Several top nuclear scientists said to weigh resigning to protest judicial overhaul
Some of the country’s leading experts are discussing quitting the high level Atomic Energy Commission, TV report says
Several senior scientists on the Israel Atomic Energy Commission have threatened to resign to protest the government’s judicial overhaul, a Tuesday report said, a day after the government passed into law the first piece of legislation in its plan to diminish the judiciary.
The scientists are among several dozen experts who are “responsible for the development of Israel’s nuclear capability,” Channel 13 reported, referring to foreign reports about the Jewish state’s alleged nuclear weapons arsenal.
The report, which did not cite sources, said the scientists had been discussing their possible resignations in recent weeks, but there was no collective protest action, and that each of the scientists would decide on the matter individually.
The scientists were still deliberating the matter with each other and their predecessors, along with “heads of the scientific military community,” but have not breached the subject with their superiors, Channel 13 reported.
Southern Israel’s Dimona nuclear research facility, officially called the Shimon Peres Negev Nuclear Research Center, is the home of Israel’s alleged nuclear weapons program, according to foreign reports.

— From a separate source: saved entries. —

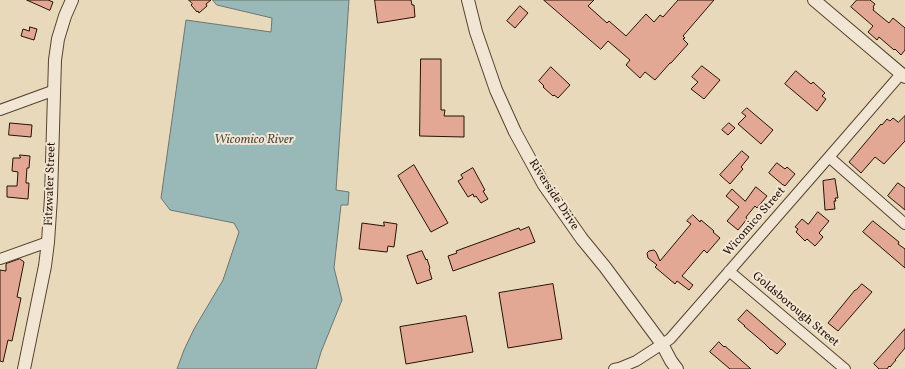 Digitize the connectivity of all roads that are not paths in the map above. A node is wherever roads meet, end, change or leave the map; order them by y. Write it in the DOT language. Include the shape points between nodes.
graph roads {
  1 [pos="72,0"];
  2 [pos="468,0"];
  3 [pos="814,0"];
  4 [pos="903,75"];
  5 [pos="54,90"];
  6 [pos="0,110"];
  7 [pos="829,157"];
  8 [pos="905,224"];
  9 [pos="48,242"];
  10 [pos="0,259"];
  11 [pos="729,272"];
  12 [pos="662,344"];
  13 [pos="24,369"];
  14 [pos="614,369"];
  15 [pos="677,369"];
  16 [pos="844,369"];
  1 -- 5 [label="street, Fitzwater Street" via="58,39"];
  2 -- 12 [label="street, Riverside Drive" via="496,90 544,185"];
  3 -- 4 [label="street"];
  4 -- 7 [label="street, Wicomico Street"];
  5 -- 6 [label="street"];
  5 -- 9 [label="street, Fitzwater Street"];
  7 -- 8 [label="street"];
  7 -- 11 [label="street, Wicomico Street"];
  9 -- 10 [label="street"];
  9 -- 13 [label="street, Fitzwater Street"];
  11 -- 12 [label="street, Wicomico Street" via="670,339"];
  11 -- 16 [label="street, Goldsborough Street"];
  12 -- 14 [label="street, Wicomico Street" via="636,360"];
  12 -- 15 [label="street, Riverside Drive"];
}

Foreign estimates have claimed that Israel maintains a nuclear weapons cache ranging from dozens to hundreds of warheads. But Israel has never formally acknowledged possessing a nuclear arsenal, instead maintaining a policy of “nuclear ambiguity.”
The threat from the scientists came amid concerns that protest resignations in the military would begin to harm Israel’s security. More than 10,000 military reservists have said they will not continue volunteering for reserve duty in protest of the judicial overhaul.
The reservists — who are a key part of the army’s routine activities, including in top units — have warned in recent months they will not be able to serve in an undemocratic Israel, which some charge the country will become if the government’s overhaul plans are realized.
The military warned on Tuesday that combat readiness may soon be harmed if reservist troops do not show up for duty over a lengthy period of time.
The IDF has said that the “cohesion,” or unity of the military, has already been harmed amid the protests and will take time to fix.
Dozens of former top security officials — including ex-heads of the IDF, Mossad and Shin Bet — sent a letter to Prime Minister Benjamin Netanyahu on Saturday calling on him to halt the judicial overhaul legislation to allow for renewed talks.
Alongside the military protests, the judicial overhaul has sparked massive, sustained street demonstrations and some labor strikes since the Netanyahu government announced the plan in January.